Sometimes mysteries don’t have the happy endings we hope for, though we may find closure in learning the outcome.

Such is the case with Waterville native Robert Kelley, who died alone last month in a hotel room in rural Rugby, North Dakota. He was 77. In his possession were only his clothes and a wallet containing his birth certificate from Sister’s Hospital in Waterville and identification, food stamp and electronic benefit transfer cards.

Pierce County, North Dakota, coroner Dustin Hager scoured the internet, contacted the Maine Department of Vital Records, social services, Medicaid and other programs to try to find relatives so he could notify Kelley’s next of kin, but his search came up empty.

After exhausting all avenues, he called me to see if I could help spread awareness of his efforts to find family members of Kelley, whom he learned had arrived by train April 22 in Rugby, a small farming community. Kelley had moved into a hotel and was diagnosed with metastatic lung cancer at Heart of America Medical Center, where Hager also is chief operating officer.

Robert Kelley Courtesy photo

Kelley refused to stay at the hospital, telling health care workers there he wanted to die in the hotel, according to Hager. Kelley said he had been divorced twice and had a daughter and son whose last known addresses were in California and Maine, though he had not had contact with them in many years. In the medical papers Kelley filled out, he listed a woman named Carol, the housekeeper at the hotel where he was staying in Rugby, as his emergency contact. Carol had helped feed him and changed his linens, and she was the person who found him dead around 5 a.m. on Aug. 8, Hager said.

After I wrote a column about Hager’s search that appeared Aug. 12 in both the Morning Sentinel and Kennebec Journal, I received several emails from people wanting to help find Kelley’s next of kin. One woman wrote that she posted the column on the Maine Genealogical Society’s website.


I forwarded all the emails I received to Hager, who also was communicating with the funeral home where Kelley’s remains were being held in North Dakota. Hager said the funeral home was obligated by local law to hold them for a certain period and if no one claimed them, they would be buried at the local cemetery.

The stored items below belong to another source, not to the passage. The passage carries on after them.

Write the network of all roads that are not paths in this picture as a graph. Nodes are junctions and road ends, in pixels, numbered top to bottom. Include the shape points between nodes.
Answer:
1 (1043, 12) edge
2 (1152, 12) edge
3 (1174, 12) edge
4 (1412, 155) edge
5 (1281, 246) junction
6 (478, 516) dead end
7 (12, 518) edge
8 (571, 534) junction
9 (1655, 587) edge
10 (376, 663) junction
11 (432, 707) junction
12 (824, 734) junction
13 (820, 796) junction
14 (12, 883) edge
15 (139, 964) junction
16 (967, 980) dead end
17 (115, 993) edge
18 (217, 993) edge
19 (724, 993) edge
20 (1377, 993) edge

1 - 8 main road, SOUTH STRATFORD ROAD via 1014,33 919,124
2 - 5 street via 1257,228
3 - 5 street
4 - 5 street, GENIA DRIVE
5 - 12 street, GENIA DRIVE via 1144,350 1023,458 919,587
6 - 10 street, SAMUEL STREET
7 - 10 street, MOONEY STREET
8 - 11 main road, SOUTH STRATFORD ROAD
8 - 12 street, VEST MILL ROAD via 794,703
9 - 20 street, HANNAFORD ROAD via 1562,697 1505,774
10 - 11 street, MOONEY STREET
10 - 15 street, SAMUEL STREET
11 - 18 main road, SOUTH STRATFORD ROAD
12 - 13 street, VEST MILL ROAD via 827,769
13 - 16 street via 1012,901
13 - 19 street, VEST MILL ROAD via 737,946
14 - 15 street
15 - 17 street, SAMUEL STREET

Hager emailed me last week to say Kelley’s son and daughter had been identified, but the outcome was not the happy one for which people may have hoped.

We spoke by phone on Tuesday this week, with Hager telling me a woman who was tipped off to the newspaper column read it and called the funeral home where Kelley’s remains were and provided a phone number for Kelley’s son.

“The funeral director spoke to Robert’s son and it turns out they have been estranged for the majority of the son’s life,” Hager said. “While he was glad to know the fate of his father, he was really disinterested in any more than that.”

The son, he said, provided enough information to confirm Kelley was his father, but declined to give details about the reason for their estrangement. He agreed, however, that Kelley’s ashes should be spread locally, in Rugby.

“That was kind of the extent of it,” Hager said. “The funeral director said Kelley’s son was going to reach out to his sister to let her know about their father’s death.”


Hager said he didn’t know where the son or daughter live, but he was certain that, without help from the public and the newspapers in central Maine, they would not have been found.

“I truly believe getting the word out in the fashion we did helped us come to a solution in locating his family,” Hager said.

As he told me back in August, his job as coroner is to try to reunite a family with deceased loved ones. He seemed passionate about not letting Kelley be just another transient person who dies with no one to claim his remains. He acknowledged that his job is to notify family, and what they do with the information is up to them. Hager said he was grateful for all who helped make that possible.

“I feel better knowing that at least we were able to notify his family so they were aware of what happened to him and what his fate was,” he said.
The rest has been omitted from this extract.